A coalition of antiabortion groups drew about 1,500 demonstrators to the state capital tonight to protest state-funded abortions and to showcase the potential political clout of the their movement during this election year.

Jim Wright, executive director of the conservative Family Protection Lobby, which organized the march along with Right-to-Life of Maryland and the Concerned Women of America, was cheered when he told the crowd bearing candles to "get out of the pulpit, out of the pews, and into the precincts."

He announced the formation of a political action committee, to be called StateHouse Pac, that will support state legislative candidates who oppose abortion, as well as to target for defeat lawmakers who support a woman's right to have an abortion.

Wright told the demonstrators that StateHouse Pac, unveiled last month at a rally in Baltimore featuring conservative activist Phyllis Schlafly, already has raised $50,000 toward its $250,000 goal, and he urged the marchers to contribute on the spot. The rally's speakers, including WMAL sports announcer Johnny Holliday and former Lt. Gov. Sam Bogley, also renewed the annual call to end Maryland's policy of allowing the use of state funds for abortions for poor women in the case of rape, incest, genetic fetal defect or a threat to the mother's health.

This year's rally, which drew about as many participants as last year's, according to state buildings and ground police estimates, but far fewer than the 5,000 organizers had hoped, comes at a time when lawmakers on both sides of the abortion issue have tried to defuse the bitter annual debate over state funding for abortion.

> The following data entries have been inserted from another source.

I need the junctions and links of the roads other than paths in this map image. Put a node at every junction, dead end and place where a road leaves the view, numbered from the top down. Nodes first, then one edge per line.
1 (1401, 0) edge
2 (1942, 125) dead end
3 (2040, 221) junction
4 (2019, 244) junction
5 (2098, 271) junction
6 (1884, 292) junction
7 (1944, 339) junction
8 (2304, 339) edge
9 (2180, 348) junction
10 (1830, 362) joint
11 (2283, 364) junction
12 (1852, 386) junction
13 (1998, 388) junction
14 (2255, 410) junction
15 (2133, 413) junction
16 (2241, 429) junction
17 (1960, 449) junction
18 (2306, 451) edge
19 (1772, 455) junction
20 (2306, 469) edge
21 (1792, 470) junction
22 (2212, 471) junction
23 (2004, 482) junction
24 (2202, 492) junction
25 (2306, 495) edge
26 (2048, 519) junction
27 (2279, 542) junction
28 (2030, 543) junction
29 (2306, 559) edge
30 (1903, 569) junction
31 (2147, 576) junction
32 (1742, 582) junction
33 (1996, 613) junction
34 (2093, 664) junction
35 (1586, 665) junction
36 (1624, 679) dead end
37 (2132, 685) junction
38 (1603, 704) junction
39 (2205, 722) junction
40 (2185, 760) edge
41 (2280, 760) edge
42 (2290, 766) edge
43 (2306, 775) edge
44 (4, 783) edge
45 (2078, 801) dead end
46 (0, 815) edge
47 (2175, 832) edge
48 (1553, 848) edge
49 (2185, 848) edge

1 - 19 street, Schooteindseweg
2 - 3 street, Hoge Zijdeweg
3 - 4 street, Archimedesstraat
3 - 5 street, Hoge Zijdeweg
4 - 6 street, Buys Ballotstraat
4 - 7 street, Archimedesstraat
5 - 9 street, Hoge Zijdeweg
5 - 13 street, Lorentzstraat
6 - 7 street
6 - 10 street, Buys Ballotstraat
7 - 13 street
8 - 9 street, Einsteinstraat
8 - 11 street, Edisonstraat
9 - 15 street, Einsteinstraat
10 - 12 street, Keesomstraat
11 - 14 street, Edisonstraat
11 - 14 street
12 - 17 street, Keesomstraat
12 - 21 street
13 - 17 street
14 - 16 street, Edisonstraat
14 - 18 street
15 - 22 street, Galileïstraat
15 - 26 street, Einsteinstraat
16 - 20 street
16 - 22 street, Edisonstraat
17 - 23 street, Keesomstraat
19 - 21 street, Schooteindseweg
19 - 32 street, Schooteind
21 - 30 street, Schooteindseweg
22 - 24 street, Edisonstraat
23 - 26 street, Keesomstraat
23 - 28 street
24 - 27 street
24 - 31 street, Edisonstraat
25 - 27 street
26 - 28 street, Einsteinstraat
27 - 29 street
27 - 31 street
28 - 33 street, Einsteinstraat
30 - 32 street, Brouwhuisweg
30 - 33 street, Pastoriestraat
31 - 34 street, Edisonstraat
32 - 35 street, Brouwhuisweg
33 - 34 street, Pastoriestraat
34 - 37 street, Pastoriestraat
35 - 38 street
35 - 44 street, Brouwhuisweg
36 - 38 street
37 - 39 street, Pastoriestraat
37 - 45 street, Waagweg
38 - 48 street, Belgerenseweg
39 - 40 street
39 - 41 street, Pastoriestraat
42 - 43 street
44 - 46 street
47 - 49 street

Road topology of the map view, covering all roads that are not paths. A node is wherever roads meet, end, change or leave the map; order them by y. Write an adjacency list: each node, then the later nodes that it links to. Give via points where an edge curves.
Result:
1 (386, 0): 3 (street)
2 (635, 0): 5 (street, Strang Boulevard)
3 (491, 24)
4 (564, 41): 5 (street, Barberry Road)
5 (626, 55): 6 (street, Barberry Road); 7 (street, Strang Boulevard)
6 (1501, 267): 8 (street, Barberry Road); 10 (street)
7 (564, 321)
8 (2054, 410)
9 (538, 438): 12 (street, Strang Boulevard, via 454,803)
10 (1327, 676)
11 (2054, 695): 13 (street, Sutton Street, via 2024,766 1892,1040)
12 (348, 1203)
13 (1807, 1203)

During the summer, leaders of the antiabortion and abortion rights factions together developed a proposal to combat teen-age pregnancy through additional funds for counseling and to improve prenatal care for young, poor women who become pregnant. Despite broad support for the proposal, which more than two-thirds of the legislature supported, the groups demonstrating today have opposed the plan. Earlier this winter the Family Protection Lobby sent out a fund-raising letter accusing two of the proponents, both fervent abortion foes, of having "capitulated to Planned Parenthood's agenda."